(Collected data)
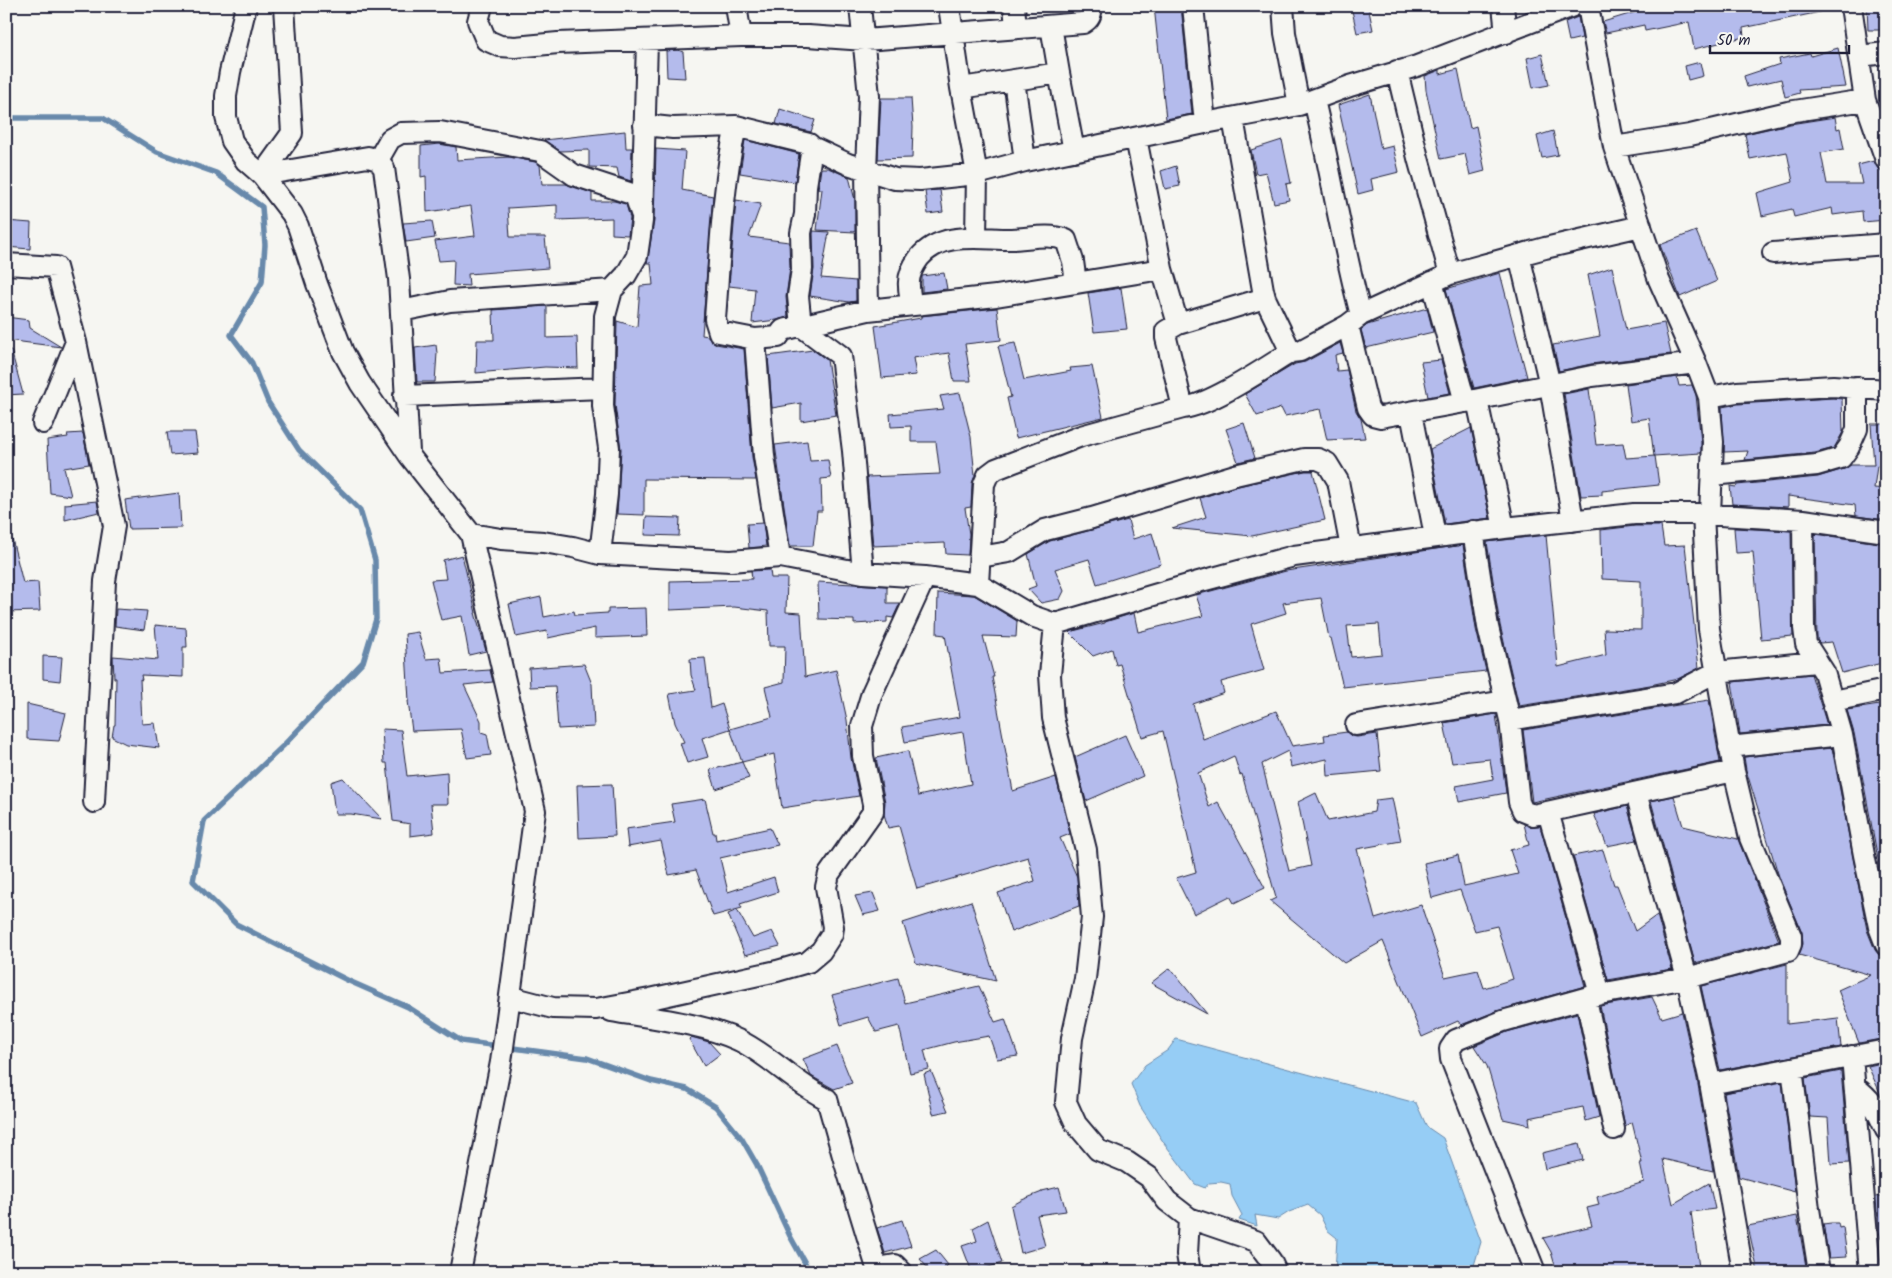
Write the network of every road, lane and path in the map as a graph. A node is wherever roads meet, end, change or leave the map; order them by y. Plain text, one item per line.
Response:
1 (246, 6) edge
2 (284, 6) edge
3 (482, 6) edge
4 (736, 6) edge
5 (860, 6) edge
6 (949, 6) edge
7 (1014, 6) edge
8 (1092, 6) edge
9 (1193, 6) edge
10 (1283, 6) edge
11 (1503, 6) edge
12 (1573, 6) edge
13 (1588, 6) edge
14 (1852, 6) edge
15 (1051, 26) junction
16 (1016, 27) junction
17 (1506, 33) junction
18 (953, 34) junction
19 (741, 36) junction
20 (865, 40) junction
21 (646, 41) junction
22 (1886, 53) edge
23 (1859, 56) junction
24 (1396, 71) junction
25 (1060, 73) junction
26 (1014, 80) junction
27 (961, 88) junction
28 (1865, 100) junction
29 (1306, 103) junction
30 (1233, 118) junction
31 (1205, 123) junction
32 (644, 125) junction
33 (736, 126) junction
34 (1136, 138) junction
35 (812, 147) junction
36 (1614, 147) junction
37 (1884, 147) edge
38 (1074, 151) junction
39 (378, 160) junction
40 (1025, 161) junction
41 (866, 169) junction
42 (977, 174) junction
43 (262, 175) junction
44 (642, 214) junction
45 (1641, 226) junction
46 (976, 238) junction
47 (1886, 244) edge
48 (1773, 253) dead end
49 (1519, 255) junction
50 (6, 264) edge
51 (1162, 269) junction
52 (1441, 278) junction
53 (1076, 283) junction
54 (612, 290) junction
55 (1265, 298) junction
56 (912, 305) junction
57 (868, 310) junction
58 (401, 311) junction
59 (1355, 320) junction
60 (1178, 324) junction
61 (802, 326) junction
62 (755, 339) junction
63 (76, 342) junction
64 (1291, 352) junction
65 (1696, 363) junction
66 (1550, 385) junction
67 (1857, 387) junction
68 (603, 388) junction
69 (1886, 390) edge
70 (404, 396) junction
71 (1709, 396) junction
72 (1471, 401) junction
73 (1183, 408) junction
74 (1411, 413) junction
75 (43, 423) dead end
76 (409, 454) junction
77 (1712, 475) junction
78 (1707, 514) junction
79 (1803, 520) junction
80 (1573, 521) junction
81 (1504, 528) junction
82 (1473, 532) junction
83 (1886, 532) edge
84 (471, 534) junction
85 (1435, 536) junction
86 (1351, 548) junction
87 (600, 554) junction
88 (980, 556) junction
89 (780, 557) junction
90 (863, 573) junction
91 (925, 577) junction
92 (978, 584) junction
93 (1055, 624) junction
94 (1816, 662) junction
95 (1716, 672) junction
96 (1886, 690) edge
97 (1833, 701) junction
98 (1507, 711) junction
99 (1356, 725) dead end
100 (1842, 735) junction
101 (1729, 747) junction
102 (1734, 771) junction
103 (1636, 793) junction
104 (94, 802) dead end
105 (1548, 812) junction
106 (1886, 945) edge
107 (1687, 978) junction
108 (511, 997) junction
109 (1593, 997) junction
110 (596, 1009) junction
111 (1886, 1050) edge
112 (1852, 1056) junction
113 (1792, 1068) junction
114 (1710, 1084) junction
115 (1855, 1087) junction
116 (1614, 1129) dead end
117 (1886, 1130) edge
118 (1189, 1218) junction
119 (460, 1272) edge
120 (902, 1272) edge
121 (1190, 1272) edge
122 (1276, 1272) edge
123 (1535, 1272) edge
124 (1743, 1272) edge
125 (1819, 1272) edge
126 (1870, 1272) edge

1 - 43 street
2 - 43 street
3 - 21 street
4 - 19 street
5 - 20 street
6 - 18 street
7 - 16 street
8 - 15 street
9 - 31 street
10 - 29 street
11 - 17 street
12 - 17 street
13 - 36 street
14 - 23 street
15 - 16 street
15 - 25 street
16 - 18 street
17 - 24 street
18 - 20 street
18 - 27 street
19 - 20 street
19 - 21 street
20 - 41 street
21 - 32 street
22 - 23 street
23 - 28 street
24 - 29 street
24 - 52 street
25 - 26 street
25 - 38 street
26 - 27 street
26 - 40 street
27 - 42 street
28 - 36 street
28 - 37 street
29 - 30 street
29 - 59 street
30 - 31 street
30 - 55 street
31 - 34 street
32 - 33 street
32 - 44 street
33 - 35 street
33 - 62 street
34 - 38 street
34 - 51 street
35 - 41 street
35 - 61 street
36 - 45 street
38 - 40 street
39 - 43 street
39 - 44 street
39 - 58 street
40 - 42 street
41 - 42 street
41 - 57 street
42 - 46 street
43 - 76 street
44 - 54 street
45 - 49 street
45 - 65 street
46 - 53 street
46 - 56 street
47 - 48 street
49 - 52 street
49 - 66 street
50 - 63 street
51 - 53 street
51 - 60 street
52 - 59 street
52 - 72 street
53 - 56 street
54 - 58 street
54 - 68 street
55 - 60 street
55 - 64 street
56 - 57 street
57 - 61 street
58 - 70 street
59 - 64 street
59 - 74 street
60 - 73 street
61 - 62 street
61 - 90 street
62 - 89 street
63 - 75 street
63 - 104 street
64 - 73 street
65 - 66 street
65 - 71 street
66 - 72 street
66 - 80 street
67 - 69 street
67 - 71 street
67 - 77 street
68 - 70 street
68 - 87 street
70 - 76 street
71 - 77 street
72 - 74 street
72 - 81 street
73 - 88 street
74 - 85 street
76 - 84 street
77 - 78 street
78 - 79 street
78 - 80 street
78 - 95 street
79 - 83 street
79 - 94 street
80 - 81 street
81 - 82 street
82 - 85 street
82 - 98 street
84 - 87 street
84 - 108 street
85 - 86 street
86 - 88 street
86 - 93 street
87 - 89 street
88 - 92 street
89 - 90 street
90 - 91 street
91 - 92 street
91 - 110 street
92 - 93 street
93 - 118 street
94 - 95 street
94 - 97 street
95 - 98 street
95 - 101 street
96 - 97 street
97 - 100 street
98 - 99 street
98 - 105 street
100 - 101 street
100 - 106 street
101 - 102 street
102 - 103 street
102 - 107 street
103 - 105 street
103 - 107 street
105 - 109 street
107 - 109 street
107 - 114 street
108 - 110 street
108 - 119 street
109 - 116 street
109 - 123 street
110 - 120 street
111 - 112 street
112 - 113 street
112 - 115 street
113 - 114 street
113 - 125 street
114 - 124 street
115 - 117 street
115 - 126 street
118 - 121 street
118 - 122 street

- **WHAT IS REQUIRED**
The word to find is "dead". Copy every line of the data that holds it.

- **YOUR SOLUTION**
48 (1773, 253) dead end
75 (43, 423) dead end
99 (1356, 725) dead end
104 (94, 802) dead end
116 (1614, 1129) dead end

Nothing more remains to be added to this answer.